A 2-fold increase in glycogen in the diabetic heart was observed (P<0.05). A right shift in the cell shortening-Ca2+ phase-loops was observed in isolated diabetic cardiomyocytes, with a significantly higher level of Ca2+ at 50% cell length relaxation (EC50) (1.41 ± 0.03 vs 1.52 ± 0.03, P<0.05). Correlation of glycogen content with EC50 values showed a significant positive relationship (r=0.6025, P<0.05). Glycogen synthase phosphorylation, an inhibitory action of the enzyme, was significantly higher in the STZ rat compared to the control (1.0 ± 0.15 vs 6.70 ± 0.74, P<0.05). Glycogen phosphorylase phosphorylation which activates the enzyme was also significantly elevated in the STZ rat compared to control (1.0 ± 0.10 vs 1.70 ± 0.16, P<0.05). CQ-induced lysosomal blockade increased cardiac glycogen by 45% in control rats (P<0.05) but not STZ rats.

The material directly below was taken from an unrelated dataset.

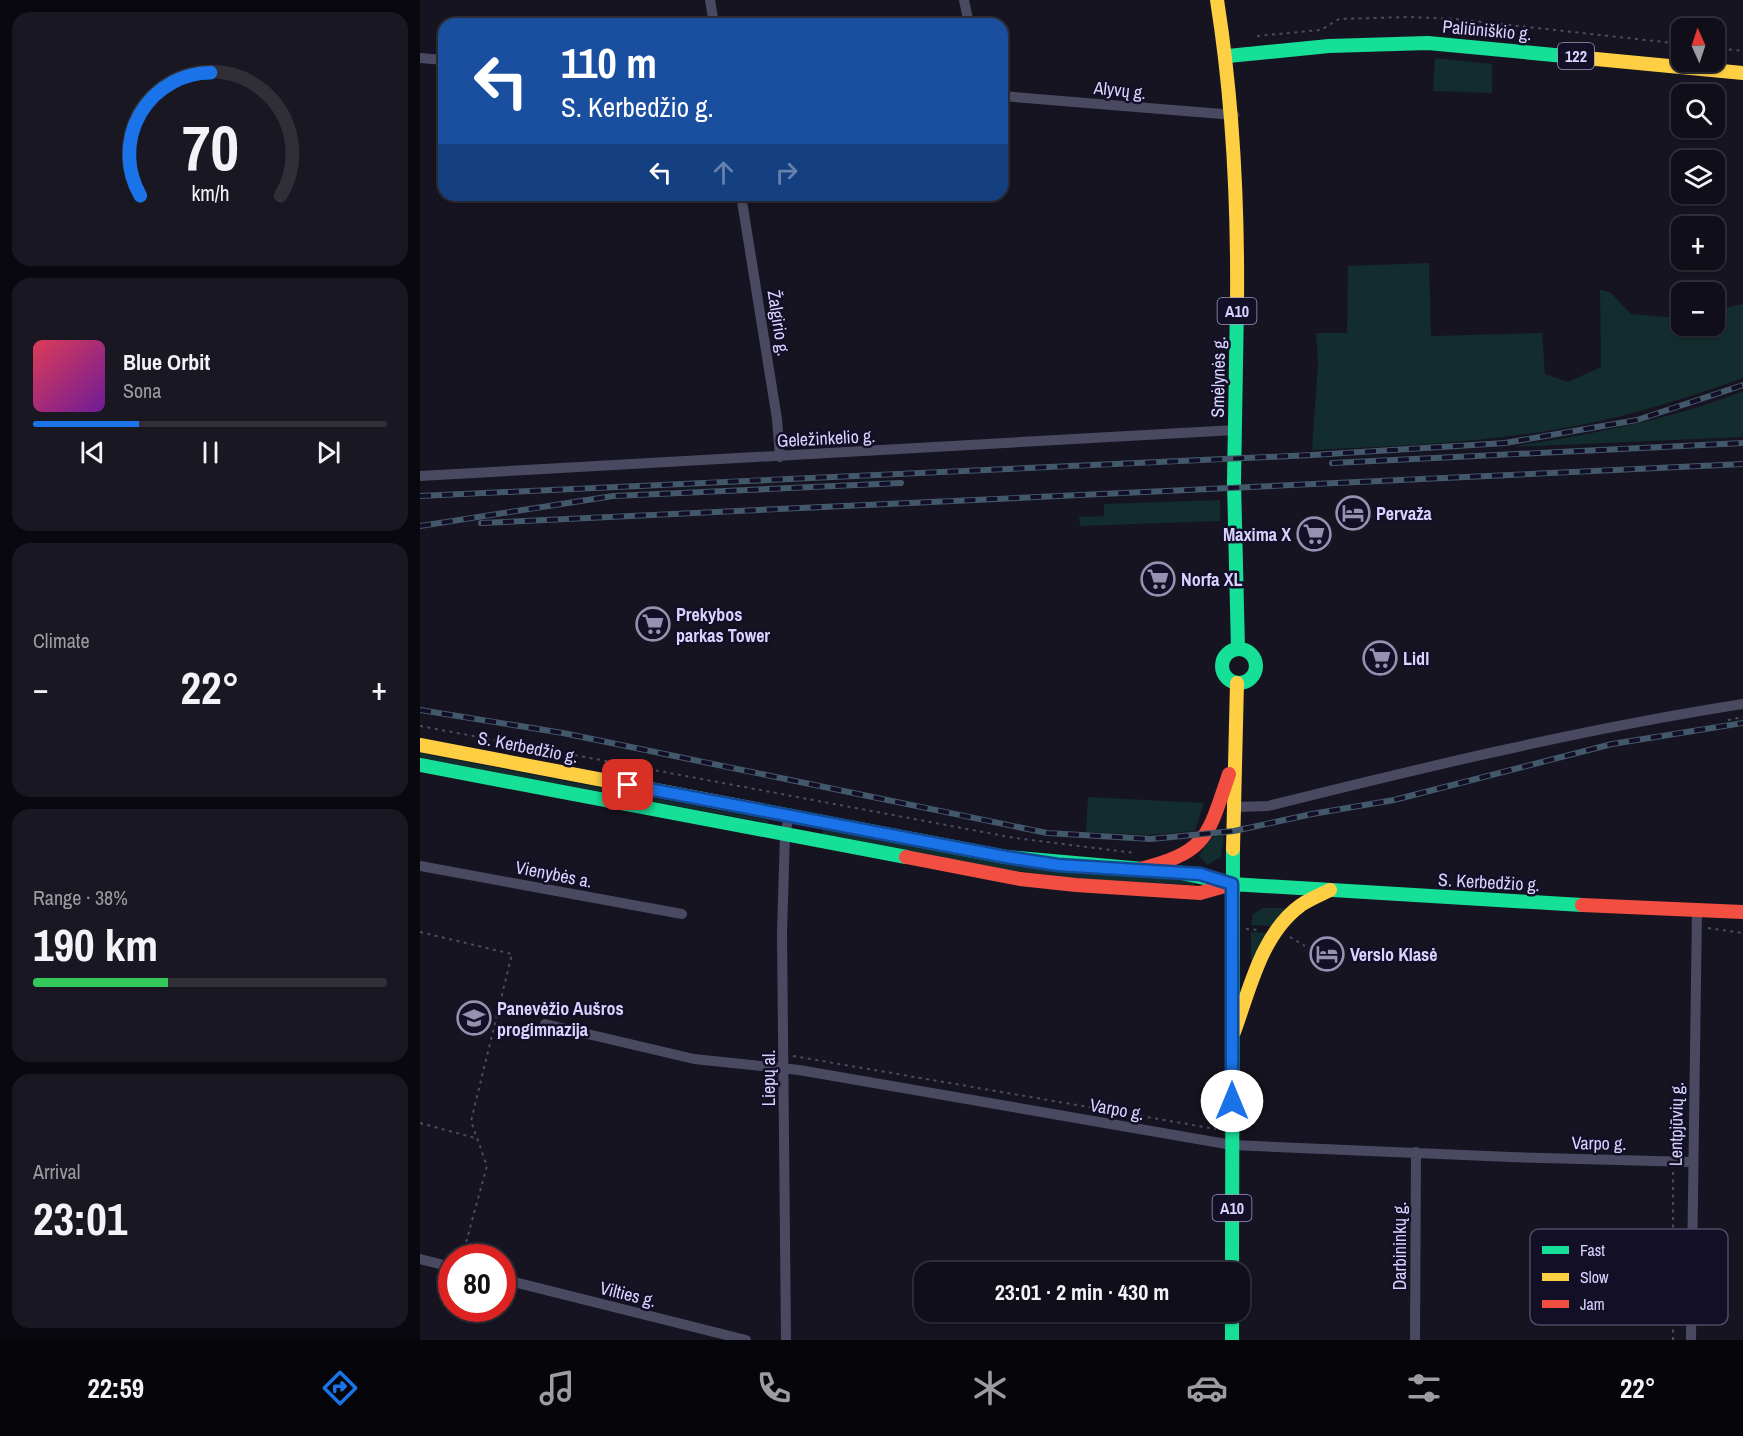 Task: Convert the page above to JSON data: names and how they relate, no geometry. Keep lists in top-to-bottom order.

This study is the first to show that glycogen accumulation in the diabetic heart affects myofilament Ca2+ function and thus could explain impairments in relaxation. In addition the findings that glycogen synthase is inhibited and phosphorylase is activated suggest that cytosolic regulation of glycogen content is not sufficient to counteract the high levels of glycogen present in the diabetic heart. The finding from this study that lysosomal glycogen breakdown is disturbed in the diabetic heart provide a novel mechanism to explain glycogen overload in the diabetic heart. Further investigation into the role of glycogen autophagy (‘glycophagy’) in the diabetic heart is now warranted.

Laughlin MR, Petit WA, Jr., Shulman RG & Barrett EJ. (1990). Measurement of myocardial glycogen synthesis in diabetic and fasted rats. Am J Physiol 258, E184-190.

Nakao M, Matsubara T & Sakamoto N. (1993). Effects of diabetes on cardiac glycogen metabolism in rats. Heart and Vessels 8, 171-175.